PHOTO
Vittoriosa la class action promossa dalle associazioni, accolto il ricorso presentato da oltre un centinaio tra persone straniere e datori di lavoro. Il Consiglio di Stato, con una sentenza dello scorso 20 settembre, accoglie, per la prima volta in materia di immigrazione, un'azione collettiva contro la pubblica amministrazione, in particolare la Prefettura di Milano, per i gravi e sistematici ritardi nella definizione della procedura di emersione dei rapporti di lavoro.
Si tratta di un'azione finalizzata a “ripristinare il corretto svolgimento della funzione o la corretta erogazione di un servizio”. I suoi promotori sono Asgi, Oxfam, Cild, Spazi circolari, Naga e oltre 100 cittadini stranieri e italiani, con il supporto di Diritti attivi e sostenuti da un ampio collegio di avvocati.
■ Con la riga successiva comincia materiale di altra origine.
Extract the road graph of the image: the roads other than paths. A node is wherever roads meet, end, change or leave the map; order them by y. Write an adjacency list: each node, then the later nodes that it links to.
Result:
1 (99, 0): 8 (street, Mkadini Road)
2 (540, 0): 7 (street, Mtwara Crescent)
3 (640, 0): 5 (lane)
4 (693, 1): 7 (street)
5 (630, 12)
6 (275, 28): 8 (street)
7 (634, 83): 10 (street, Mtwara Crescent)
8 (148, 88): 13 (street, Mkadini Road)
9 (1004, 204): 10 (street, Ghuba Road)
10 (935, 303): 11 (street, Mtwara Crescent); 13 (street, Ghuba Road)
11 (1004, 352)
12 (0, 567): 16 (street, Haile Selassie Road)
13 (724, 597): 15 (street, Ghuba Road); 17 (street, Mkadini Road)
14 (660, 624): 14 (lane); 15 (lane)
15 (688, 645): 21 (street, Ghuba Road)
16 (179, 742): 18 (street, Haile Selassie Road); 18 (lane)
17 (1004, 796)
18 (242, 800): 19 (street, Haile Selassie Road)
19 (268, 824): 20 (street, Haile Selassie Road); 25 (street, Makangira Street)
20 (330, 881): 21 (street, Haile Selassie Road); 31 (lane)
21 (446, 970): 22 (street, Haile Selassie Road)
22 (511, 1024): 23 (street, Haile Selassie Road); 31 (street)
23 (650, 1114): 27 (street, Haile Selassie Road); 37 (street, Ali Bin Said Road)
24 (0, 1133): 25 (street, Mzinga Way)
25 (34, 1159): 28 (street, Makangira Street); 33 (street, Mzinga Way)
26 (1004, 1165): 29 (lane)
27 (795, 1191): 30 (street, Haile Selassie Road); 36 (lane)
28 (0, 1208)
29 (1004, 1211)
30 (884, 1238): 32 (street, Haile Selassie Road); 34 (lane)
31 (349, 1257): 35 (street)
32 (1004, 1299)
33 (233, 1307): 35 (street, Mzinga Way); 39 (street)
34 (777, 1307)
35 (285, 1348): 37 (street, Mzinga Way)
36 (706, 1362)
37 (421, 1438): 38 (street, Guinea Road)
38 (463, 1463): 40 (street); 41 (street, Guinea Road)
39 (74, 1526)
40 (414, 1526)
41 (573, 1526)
Ed è proprio un avvocato di Asgi, Salvatore Fachile, a spiegarci: “La nostra è stata un'azione collettiva di tipo giudiziario su segnalazioni di persone che lamentavano l'inefficienza della pubblica amministrazione. Finora la magistratura, il Consiglio di Stato in particolare, non aveva mai accolto nessuna di queste azioni in tema di immigrazione, perché forse c'è sempre stato uno sguardo negativo nei confronti di questo tema. Proprio il massimo organo di consulenza giuridico-amministrativa si è dato invece disponibile e per la prima volta ha accolto un ricorso, condannando la Prefettura di Milano per gli enormi ritardi sulla procedura di regolarizzazione, iniziata nel 2020, definendoli ingiustificati”.
La legge prevedeva il limite massimo di sei mesi per la conclusione della procedura, mentre lo Stato ha fatto trascorrere fino a quattro anni. Per il Consiglio di Stato “questa inefficienza – dice Fachile – non è dovuta a problemi di risorse economiche, tanto è vero, dice il Consiglio, che dopo due anni e mezzo la Prefettura di Milano ha tirato fuori i soldi che erano stati elargiti sin dall'inizio e questo l'avrebbe potuto fare prima. Stessa cosa vale per la Prefettura di Roma. Si afferma quindi che si tratta di un'inefficienza ingiustificabile e, conseguentemente, la pubblica amministrazione va sanzionata perché si deve riconoscere che è stata inefficiente”.
Per l'avvocato di Asgi si tratta di una sentenza di enorme rilievo politico e prospettico: “Significa che ora la pubblica amministrazione dovrà concludere obbligatoriamente entro sei mesi la prossima procedura similare di sanatoria di regolarizzazione”.
Non si tratta però esclusivamente di un punto di vista giuridico, ma soprattutto umano, perché per chi ha chiesto la regolarizzazione un ritardo di tre anni e mezzo “vuole dire non potere uscire dal territorio italiano, fare ritorno nel Paese di origine e ritornare, esercitare i diritti di base. Non si può avere la residenza, la tessera sanitaria, cambiare lavoro, e si hanno problemi per l'iscrizione dei bambini a scuola, alla mensa, al medico di base. Non avere la carta d'identità significa avere sempre bisogno di convincere qualsiasi interlocutore che si è comunque regolari, perché si sono pagati 500 euro tre o quattro anni prima e così anche le operazioni più semplici della vita quotidiana diventano molto complesse e alcune sono proprio vietate, come rivedere i propri familiari”.